Una tragica scomparsa ha colpito la comunità bolognese e l'Emilia-Romagna: Tommaso Ugolini, un giovane di 19 anni originario di Bologna, è morto annegato nel pomeriggio del 7 agosto 2026 nelle acque di Rivabella, una nota località balneare di Gallipoli, in provincia di Lecce. Il ragazzo, nipote della consigliera regionale Elena Ugolini, si trovava in Salento per una vacanza con alcuni amici. La notizia ha suscitato profondo cordoglio in ambito politico e istituzionale.

La dinamica della tragedia a Rivabella

Secondo le ricostruzioni, Tommaso Ugolini stava facendo il bagno insieme a un amico quando, improvvisamente, è scomparso tra le onde.

L'amico, notando la sua assenza, ha immediatamente lanciato l'allarme, innescando la macchina dei soccorsi. Due bagnini si sono prontamente tuffati per recuperare il 19enne e riportarlo a riva. Sulla spiaggia, sono state avviate senza indugio le manovre di rianimazione. A queste ha partecipato anche un medico che si trovava casualmente fuori servizio sul posto. Nonostante gli sforzi congiunti, l'intervento si è purtroppo rivelato vano. Anche il personale del 118, giunto sul luogo, ha proseguito le operazioni di massaggio cardiaco per circa 45 minuti, ma ogni tentativo di salvare la giovane vita di Tommaso è risultato inutile.

Il vasto cordoglio delle istituzioni e della politica

Tommaso Ugolini aveva frequentato il prestigioso Liceo “Malpighi” di Bologna, una realtà formativa molto conosciuta nella regione.

La sua prematura scomparsa ha generato un'ondata di cordoglio che ha coinvolto numerosi esponenti delle istituzioni e della politica emiliano-romagnola, i quali si sono stretti attorno alla famiglia e agli amici del giovane.

Il sindaco di Bologna, Matteo Lepore, ha espresso il suo dolore: “Desidero esprimere alla famiglia tutta, agli amici e alla comunità del liceo Malpighi il cordoglio mio e dell’amministrazione comunale per la tragica e prematura scomparsa di Tommaso Ugolini”. Anche il presidente della Regione, Michele de Pascale, ha voluto ricordare il ragazzo: “Una giovane vita che si spezza è un dolore profondo per la famiglia, gli amici, la comunità di cui faceva parte: a Giampaolo ed Elena Ugolini e ai loro cari esprimo, anche a nome della Giunta regionale, il cordoglio per la scomparsa del giovane figlio e nipote Tommaso.

Ci stringiamo a loro, commossi e colpiti da questo lutto”.

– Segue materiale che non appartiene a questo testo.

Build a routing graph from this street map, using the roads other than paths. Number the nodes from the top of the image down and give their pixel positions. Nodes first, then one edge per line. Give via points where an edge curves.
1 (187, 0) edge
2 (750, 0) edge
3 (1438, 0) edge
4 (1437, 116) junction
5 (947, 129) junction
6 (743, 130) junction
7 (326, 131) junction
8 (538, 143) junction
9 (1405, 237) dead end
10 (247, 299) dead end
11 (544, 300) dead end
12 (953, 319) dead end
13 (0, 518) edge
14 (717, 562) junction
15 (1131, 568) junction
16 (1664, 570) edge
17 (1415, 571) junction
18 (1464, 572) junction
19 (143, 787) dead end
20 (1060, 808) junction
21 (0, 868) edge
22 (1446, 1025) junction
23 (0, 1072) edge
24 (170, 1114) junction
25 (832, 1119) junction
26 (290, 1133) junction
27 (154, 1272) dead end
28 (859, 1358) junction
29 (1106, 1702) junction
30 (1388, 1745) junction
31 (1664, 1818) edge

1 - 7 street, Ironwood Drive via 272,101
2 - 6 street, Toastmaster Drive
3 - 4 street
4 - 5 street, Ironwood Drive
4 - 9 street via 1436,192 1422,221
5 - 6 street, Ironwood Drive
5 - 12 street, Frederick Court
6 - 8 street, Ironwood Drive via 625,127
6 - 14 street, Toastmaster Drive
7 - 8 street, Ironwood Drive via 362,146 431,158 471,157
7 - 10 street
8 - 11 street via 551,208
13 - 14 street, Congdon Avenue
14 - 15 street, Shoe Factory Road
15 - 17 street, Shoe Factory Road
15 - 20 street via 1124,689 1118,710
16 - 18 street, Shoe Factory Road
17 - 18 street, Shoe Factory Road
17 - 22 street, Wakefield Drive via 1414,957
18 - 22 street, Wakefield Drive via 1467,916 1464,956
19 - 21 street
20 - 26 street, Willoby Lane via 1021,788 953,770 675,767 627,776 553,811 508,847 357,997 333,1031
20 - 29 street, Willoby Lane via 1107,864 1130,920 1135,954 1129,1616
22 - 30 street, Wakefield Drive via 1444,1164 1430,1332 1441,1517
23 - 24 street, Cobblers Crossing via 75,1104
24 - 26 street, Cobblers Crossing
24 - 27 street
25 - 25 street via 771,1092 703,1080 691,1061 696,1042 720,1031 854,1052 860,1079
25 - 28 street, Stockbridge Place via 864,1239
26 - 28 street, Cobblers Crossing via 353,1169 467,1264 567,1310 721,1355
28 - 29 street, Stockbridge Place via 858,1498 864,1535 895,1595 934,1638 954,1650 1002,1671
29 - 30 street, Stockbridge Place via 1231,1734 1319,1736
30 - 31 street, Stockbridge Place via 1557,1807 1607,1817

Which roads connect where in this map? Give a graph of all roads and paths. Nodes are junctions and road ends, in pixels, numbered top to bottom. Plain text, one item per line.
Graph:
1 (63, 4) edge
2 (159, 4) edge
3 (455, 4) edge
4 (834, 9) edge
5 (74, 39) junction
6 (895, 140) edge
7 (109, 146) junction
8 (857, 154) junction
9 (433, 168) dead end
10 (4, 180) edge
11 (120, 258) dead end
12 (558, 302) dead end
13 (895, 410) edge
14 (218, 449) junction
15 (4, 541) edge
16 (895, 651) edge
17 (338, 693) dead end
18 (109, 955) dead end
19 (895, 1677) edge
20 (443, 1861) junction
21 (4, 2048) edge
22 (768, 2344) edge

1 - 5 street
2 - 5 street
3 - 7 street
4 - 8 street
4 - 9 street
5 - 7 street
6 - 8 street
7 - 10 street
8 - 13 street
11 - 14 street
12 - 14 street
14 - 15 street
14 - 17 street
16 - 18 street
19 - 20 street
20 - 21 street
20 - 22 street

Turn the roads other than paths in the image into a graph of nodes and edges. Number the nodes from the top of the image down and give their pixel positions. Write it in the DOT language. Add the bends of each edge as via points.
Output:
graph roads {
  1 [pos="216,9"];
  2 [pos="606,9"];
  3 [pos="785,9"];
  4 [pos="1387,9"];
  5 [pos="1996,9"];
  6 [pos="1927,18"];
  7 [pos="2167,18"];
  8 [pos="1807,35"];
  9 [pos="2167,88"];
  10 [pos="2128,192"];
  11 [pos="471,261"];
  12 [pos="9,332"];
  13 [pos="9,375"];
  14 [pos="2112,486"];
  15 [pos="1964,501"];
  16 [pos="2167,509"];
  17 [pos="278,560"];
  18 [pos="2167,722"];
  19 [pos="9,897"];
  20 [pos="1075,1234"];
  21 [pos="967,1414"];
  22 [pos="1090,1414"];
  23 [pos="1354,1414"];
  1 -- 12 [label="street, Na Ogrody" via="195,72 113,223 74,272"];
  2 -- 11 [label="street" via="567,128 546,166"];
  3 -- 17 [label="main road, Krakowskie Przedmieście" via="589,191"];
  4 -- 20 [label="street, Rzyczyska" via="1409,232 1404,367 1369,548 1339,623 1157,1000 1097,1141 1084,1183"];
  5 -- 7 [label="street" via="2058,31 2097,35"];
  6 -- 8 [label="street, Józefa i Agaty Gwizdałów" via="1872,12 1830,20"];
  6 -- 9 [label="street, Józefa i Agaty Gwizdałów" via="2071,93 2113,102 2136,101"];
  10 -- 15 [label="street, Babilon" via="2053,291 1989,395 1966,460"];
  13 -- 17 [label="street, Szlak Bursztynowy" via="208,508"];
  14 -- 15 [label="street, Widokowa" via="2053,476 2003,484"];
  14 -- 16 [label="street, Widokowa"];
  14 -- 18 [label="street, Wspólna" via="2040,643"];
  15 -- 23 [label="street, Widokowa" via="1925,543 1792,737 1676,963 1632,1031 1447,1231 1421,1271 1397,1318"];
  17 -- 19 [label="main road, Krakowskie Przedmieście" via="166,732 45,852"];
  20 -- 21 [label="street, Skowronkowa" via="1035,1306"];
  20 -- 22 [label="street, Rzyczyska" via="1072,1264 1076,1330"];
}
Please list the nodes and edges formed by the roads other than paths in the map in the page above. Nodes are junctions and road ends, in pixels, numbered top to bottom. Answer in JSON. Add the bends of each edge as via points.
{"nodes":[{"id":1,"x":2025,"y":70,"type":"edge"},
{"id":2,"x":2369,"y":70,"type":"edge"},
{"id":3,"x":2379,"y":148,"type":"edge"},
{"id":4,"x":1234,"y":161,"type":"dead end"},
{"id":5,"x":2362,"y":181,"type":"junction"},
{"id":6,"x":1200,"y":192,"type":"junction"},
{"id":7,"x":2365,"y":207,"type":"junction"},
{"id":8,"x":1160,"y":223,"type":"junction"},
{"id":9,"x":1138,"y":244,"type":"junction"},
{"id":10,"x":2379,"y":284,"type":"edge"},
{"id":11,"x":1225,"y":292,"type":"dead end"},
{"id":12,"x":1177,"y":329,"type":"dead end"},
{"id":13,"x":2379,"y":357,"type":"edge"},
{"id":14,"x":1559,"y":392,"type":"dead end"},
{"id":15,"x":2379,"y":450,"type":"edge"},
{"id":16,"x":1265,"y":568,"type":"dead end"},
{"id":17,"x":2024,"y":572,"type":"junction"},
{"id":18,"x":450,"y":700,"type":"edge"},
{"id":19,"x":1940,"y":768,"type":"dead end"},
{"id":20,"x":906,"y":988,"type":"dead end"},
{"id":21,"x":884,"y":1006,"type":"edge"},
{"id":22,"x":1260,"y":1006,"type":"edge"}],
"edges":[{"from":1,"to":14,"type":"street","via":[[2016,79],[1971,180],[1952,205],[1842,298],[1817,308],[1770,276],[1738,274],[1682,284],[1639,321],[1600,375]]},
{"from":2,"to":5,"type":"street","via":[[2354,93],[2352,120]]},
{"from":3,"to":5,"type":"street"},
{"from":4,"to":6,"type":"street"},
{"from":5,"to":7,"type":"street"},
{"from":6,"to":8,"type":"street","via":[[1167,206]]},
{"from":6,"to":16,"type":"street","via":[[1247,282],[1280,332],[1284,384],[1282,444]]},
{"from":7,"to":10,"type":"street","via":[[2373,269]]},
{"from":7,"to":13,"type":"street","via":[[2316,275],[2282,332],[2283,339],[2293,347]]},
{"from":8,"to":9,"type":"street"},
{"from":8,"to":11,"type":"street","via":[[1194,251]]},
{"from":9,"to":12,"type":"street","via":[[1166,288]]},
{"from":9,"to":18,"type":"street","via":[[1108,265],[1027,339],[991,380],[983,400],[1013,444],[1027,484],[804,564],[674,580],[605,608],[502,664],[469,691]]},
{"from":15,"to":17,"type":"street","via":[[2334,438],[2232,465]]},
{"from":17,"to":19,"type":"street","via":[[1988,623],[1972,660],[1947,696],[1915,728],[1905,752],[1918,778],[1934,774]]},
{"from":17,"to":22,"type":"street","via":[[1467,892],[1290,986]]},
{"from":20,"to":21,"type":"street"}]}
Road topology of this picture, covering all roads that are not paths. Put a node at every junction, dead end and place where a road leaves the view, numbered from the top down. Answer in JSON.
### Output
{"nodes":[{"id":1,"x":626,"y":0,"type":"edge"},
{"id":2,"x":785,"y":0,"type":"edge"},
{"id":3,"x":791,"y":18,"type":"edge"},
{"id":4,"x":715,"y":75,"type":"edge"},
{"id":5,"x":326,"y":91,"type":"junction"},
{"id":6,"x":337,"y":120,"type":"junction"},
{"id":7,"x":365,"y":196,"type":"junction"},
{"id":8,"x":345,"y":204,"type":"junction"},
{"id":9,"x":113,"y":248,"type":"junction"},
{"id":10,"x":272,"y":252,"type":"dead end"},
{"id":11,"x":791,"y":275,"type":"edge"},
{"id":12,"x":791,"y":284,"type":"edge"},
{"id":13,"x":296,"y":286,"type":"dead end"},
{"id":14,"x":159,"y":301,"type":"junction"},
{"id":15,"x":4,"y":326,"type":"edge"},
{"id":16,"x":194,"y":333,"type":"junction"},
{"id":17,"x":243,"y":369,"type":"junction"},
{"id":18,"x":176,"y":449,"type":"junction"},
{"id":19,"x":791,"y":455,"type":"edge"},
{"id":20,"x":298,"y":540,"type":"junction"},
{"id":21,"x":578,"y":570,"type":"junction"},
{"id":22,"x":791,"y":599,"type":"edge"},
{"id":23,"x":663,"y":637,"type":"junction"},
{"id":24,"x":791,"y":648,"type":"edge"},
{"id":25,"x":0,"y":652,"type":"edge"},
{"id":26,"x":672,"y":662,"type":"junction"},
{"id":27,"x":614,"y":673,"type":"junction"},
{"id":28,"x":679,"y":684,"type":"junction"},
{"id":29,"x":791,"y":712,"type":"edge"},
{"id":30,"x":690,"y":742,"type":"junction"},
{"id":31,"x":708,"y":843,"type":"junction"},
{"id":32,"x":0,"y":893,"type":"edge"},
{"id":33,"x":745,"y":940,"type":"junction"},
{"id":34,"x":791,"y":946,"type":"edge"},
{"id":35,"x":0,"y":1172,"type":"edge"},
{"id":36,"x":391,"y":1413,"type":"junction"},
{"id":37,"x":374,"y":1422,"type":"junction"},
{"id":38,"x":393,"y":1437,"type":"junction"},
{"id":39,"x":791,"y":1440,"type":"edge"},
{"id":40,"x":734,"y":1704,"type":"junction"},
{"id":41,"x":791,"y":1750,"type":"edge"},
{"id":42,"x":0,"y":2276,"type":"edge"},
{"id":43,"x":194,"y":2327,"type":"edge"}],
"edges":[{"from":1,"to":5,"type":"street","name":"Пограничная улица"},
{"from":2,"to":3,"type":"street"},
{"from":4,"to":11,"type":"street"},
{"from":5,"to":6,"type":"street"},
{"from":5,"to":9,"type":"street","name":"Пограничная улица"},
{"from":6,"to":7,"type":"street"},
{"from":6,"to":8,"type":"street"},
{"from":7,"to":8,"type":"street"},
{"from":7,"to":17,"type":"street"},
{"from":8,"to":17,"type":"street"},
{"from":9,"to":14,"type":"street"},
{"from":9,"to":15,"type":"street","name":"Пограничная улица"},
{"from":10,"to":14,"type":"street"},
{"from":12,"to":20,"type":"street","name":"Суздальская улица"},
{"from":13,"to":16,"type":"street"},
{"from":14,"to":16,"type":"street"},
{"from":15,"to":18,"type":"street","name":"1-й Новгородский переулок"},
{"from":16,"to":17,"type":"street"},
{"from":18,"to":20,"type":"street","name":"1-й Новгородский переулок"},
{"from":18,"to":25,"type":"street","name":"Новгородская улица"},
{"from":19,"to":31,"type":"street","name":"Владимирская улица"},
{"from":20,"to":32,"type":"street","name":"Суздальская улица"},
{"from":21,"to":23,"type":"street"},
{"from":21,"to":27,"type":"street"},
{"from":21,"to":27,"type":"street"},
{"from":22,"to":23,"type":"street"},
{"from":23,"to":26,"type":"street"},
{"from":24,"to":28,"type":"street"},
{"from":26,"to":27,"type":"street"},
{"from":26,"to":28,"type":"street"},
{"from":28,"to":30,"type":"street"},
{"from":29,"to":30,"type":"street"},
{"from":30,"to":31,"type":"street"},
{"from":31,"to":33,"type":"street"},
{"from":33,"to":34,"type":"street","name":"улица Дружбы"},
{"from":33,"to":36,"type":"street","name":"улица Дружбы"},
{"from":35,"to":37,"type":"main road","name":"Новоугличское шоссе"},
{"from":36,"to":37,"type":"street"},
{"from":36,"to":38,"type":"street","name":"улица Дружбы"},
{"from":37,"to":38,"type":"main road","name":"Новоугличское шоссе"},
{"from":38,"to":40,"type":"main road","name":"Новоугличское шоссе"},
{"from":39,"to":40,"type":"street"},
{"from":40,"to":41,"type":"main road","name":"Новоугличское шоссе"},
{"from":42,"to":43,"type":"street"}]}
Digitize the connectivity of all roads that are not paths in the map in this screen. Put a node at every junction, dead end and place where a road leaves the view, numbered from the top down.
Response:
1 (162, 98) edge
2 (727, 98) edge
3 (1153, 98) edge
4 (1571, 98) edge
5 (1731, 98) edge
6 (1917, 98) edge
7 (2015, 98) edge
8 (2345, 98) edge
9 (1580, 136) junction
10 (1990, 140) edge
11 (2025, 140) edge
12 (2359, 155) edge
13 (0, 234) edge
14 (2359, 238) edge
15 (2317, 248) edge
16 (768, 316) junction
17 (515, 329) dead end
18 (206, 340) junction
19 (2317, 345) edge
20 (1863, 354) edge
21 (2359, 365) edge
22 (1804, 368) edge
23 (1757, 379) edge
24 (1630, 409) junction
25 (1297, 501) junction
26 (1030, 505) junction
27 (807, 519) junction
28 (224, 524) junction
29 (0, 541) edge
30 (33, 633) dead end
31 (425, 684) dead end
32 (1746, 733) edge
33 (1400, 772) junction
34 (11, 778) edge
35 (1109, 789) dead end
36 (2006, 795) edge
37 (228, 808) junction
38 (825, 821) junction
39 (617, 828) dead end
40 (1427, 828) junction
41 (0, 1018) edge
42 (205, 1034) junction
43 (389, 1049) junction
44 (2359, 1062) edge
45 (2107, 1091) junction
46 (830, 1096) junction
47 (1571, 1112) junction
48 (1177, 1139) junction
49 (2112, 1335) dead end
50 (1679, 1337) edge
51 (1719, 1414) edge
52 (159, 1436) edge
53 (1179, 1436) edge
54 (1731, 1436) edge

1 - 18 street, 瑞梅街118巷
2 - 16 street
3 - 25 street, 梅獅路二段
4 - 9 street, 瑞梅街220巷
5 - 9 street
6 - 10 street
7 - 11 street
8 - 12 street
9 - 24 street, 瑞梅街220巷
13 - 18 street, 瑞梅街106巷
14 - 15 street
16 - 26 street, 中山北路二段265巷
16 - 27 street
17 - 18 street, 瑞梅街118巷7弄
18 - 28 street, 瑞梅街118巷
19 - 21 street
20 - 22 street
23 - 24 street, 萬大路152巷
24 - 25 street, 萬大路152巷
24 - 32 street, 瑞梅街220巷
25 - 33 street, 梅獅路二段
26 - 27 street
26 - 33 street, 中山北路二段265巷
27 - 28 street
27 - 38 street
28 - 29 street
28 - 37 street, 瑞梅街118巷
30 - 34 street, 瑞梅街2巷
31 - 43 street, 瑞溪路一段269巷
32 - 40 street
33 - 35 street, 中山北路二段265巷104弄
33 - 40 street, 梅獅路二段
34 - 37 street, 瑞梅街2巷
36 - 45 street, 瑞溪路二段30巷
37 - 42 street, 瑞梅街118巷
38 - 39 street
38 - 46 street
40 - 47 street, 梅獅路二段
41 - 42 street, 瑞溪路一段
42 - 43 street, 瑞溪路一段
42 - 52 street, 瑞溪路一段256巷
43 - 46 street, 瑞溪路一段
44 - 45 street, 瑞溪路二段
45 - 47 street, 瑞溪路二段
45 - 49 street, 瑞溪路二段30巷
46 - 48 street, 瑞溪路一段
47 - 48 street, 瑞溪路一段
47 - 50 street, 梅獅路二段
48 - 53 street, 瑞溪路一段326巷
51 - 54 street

Alla voce del cordoglio si è unita la ministra dell’Università e della Ricerca, Anna Maria Bernini, che ha dichiarato: “In questo momento di grande dolore mi stringo con affetto all’amica Elena, ai genitori di Tommaso e a tutta la famiglia Ugolini, alla quale rivolgo il mio più sentito cordoglio”. Messaggi di vicinanza sono stati inviati anche dall’Assemblea Legislativa regionale, tramite il suo presidente Maurizio Fabbri, e da diverse forze politiche, dal PD alla Lega, da Fratelli d’Italia a Forza Italia, oltre che dal Comune di Ravenna, a testimonianza del profondo impatto della notizia.

Gallipoli e Rivabella: il contesto della tragedia

Rivabella, la località dove si è verificato l'incidente, è una frazione di Gallipoli, una delle più rinomate e frequentate mete turistiche del Salento. Questa zona è celebre per le sue spiagge sabbiose e attira un significativo afflusso di turisti durante la stagione estiva. Le spiagge di Rivabella sono solitamente ben attrezzate con servizi di salvataggio e assistenza ai bagnanti, in conformità con le normative locali per la sicurezza balneare. Gallipoli, situata sulla costa ionica della provincia di Lecce, è una località che vede la sua popolazione aumentare sensibilmente nei mesi estivi, accogliendo numerosi visitatori sia italiani che stranieri, rendendo la tragedia ancora più sentita in un luogo di vacanza e spensieratezza.